Input for this task =
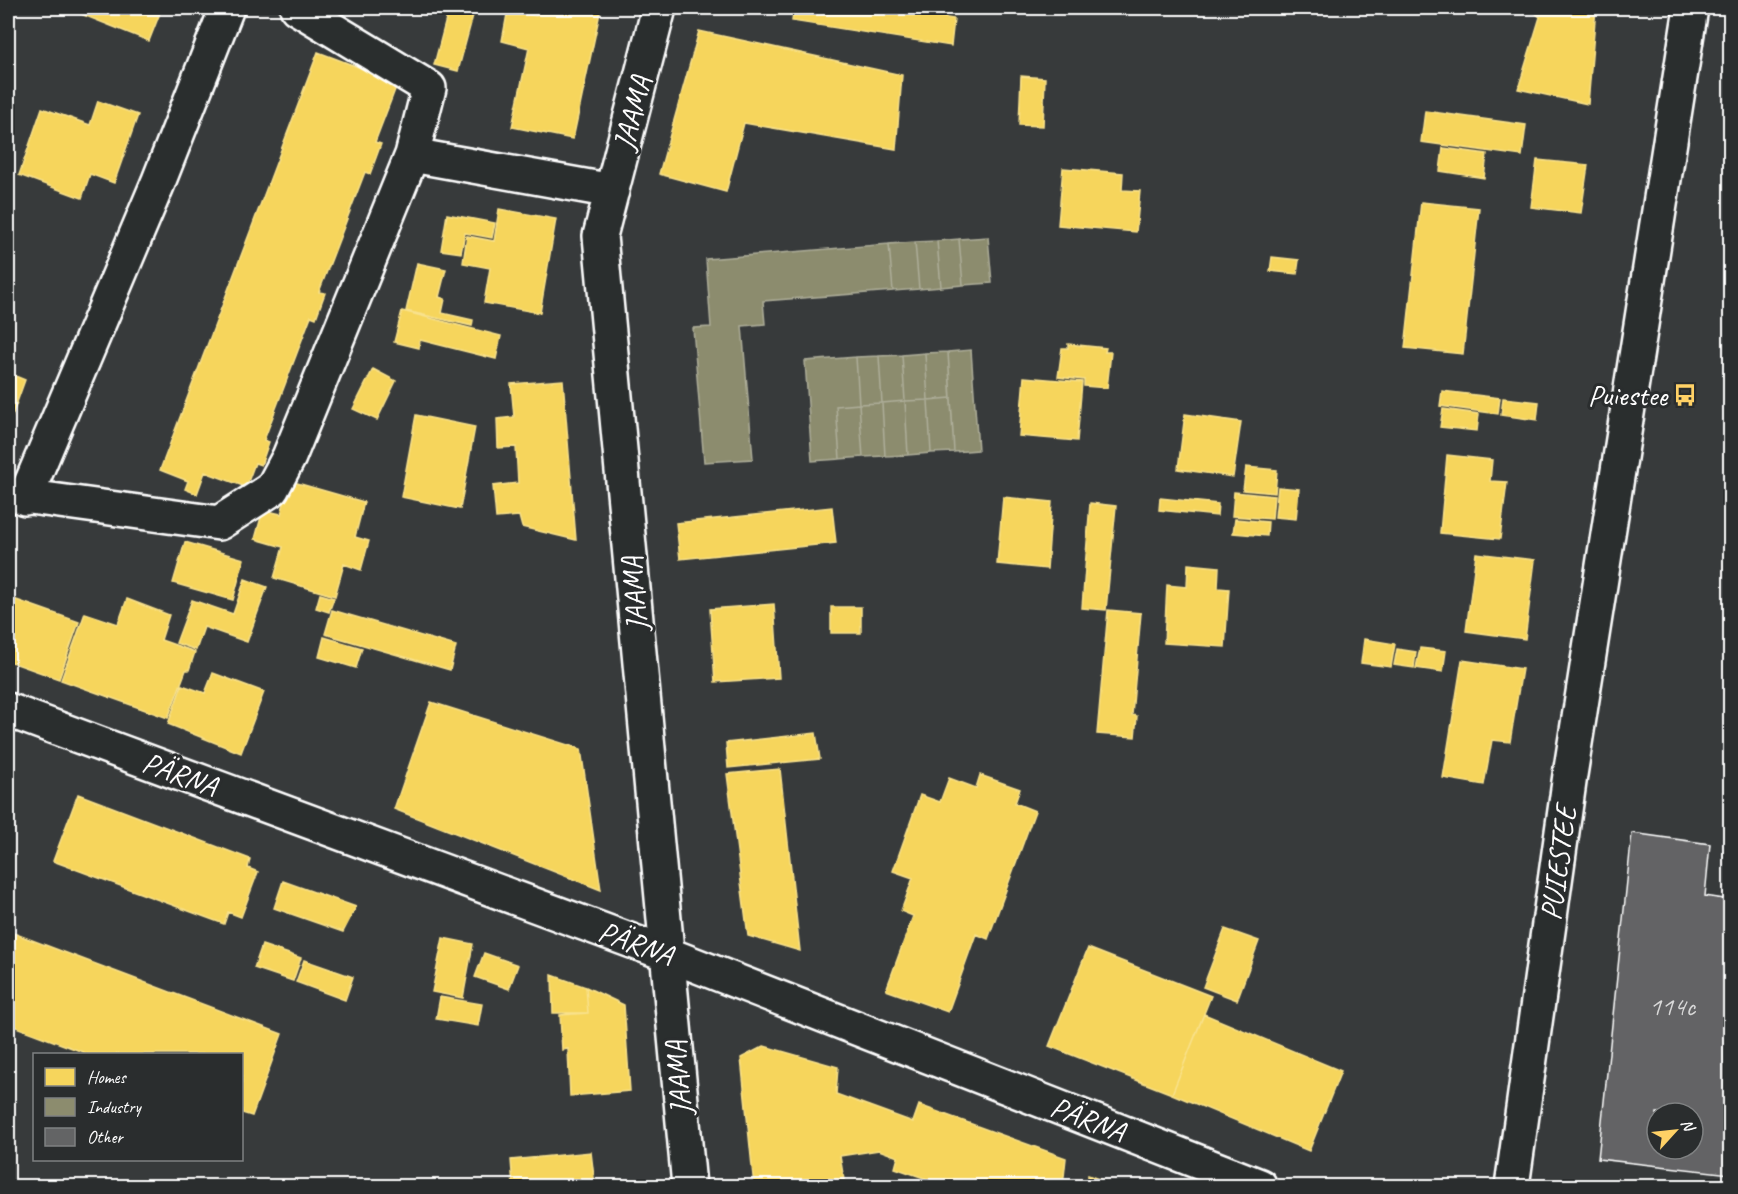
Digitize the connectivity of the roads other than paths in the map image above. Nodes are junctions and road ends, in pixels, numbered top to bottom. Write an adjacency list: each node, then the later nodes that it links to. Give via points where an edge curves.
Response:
1 (227, 8): 7 (street, via 158,183)
2 (297, 8): 5 (street, via 429,88)
3 (659, 8): 6 (street, JAAMA)
4 (1691, 8): 12 (street, PUIESTEE, via 1569,787)
5 (412, 155): 6 (street); 7 (street, via 272,489 219,523)
6 (612, 191): 9 (street, JAAMA, via 600,236)
7 (16, 496)
8 (8, 710): 9 (street, PÄRNA)
9 (667, 954): 10 (street, JAAMA); 11 (street, PÄRNA)
10 (689, 1186)
11 (1260, 1186)
12 (1512, 1186)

Problem statement = All of the records above are to be written out exactly, minus their images.

Output for this exercise =
Digitize the connectivity of the roads other than paths in the map image above. Nodes are junctions and road ends, in pixels, numbered top to bottom. Write an adjacency list: each node, then the later nodes that it links to. Give via points where an edge curves.
Response:
1 (227, 8): 7 (street, via 158,183)
2 (297, 8): 5 (street, via 429,88)
3 (659, 8): 6 (street, JAAMA)
4 (1691, 8): 12 (street, PUIESTEE, via 1569,787)
5 (412, 155): 6 (street); 7 (street, via 272,489 219,523)
6 (612, 191): 9 (street, JAAMA, via 600,236)
7 (16, 496)
8 (8, 710): 9 (street, PÄRNA)
9 (667, 954): 10 (street, JAAMA); 11 (street, PÄRNA)
10 (689, 1186)
11 (1260, 1186)
12 (1512, 1186)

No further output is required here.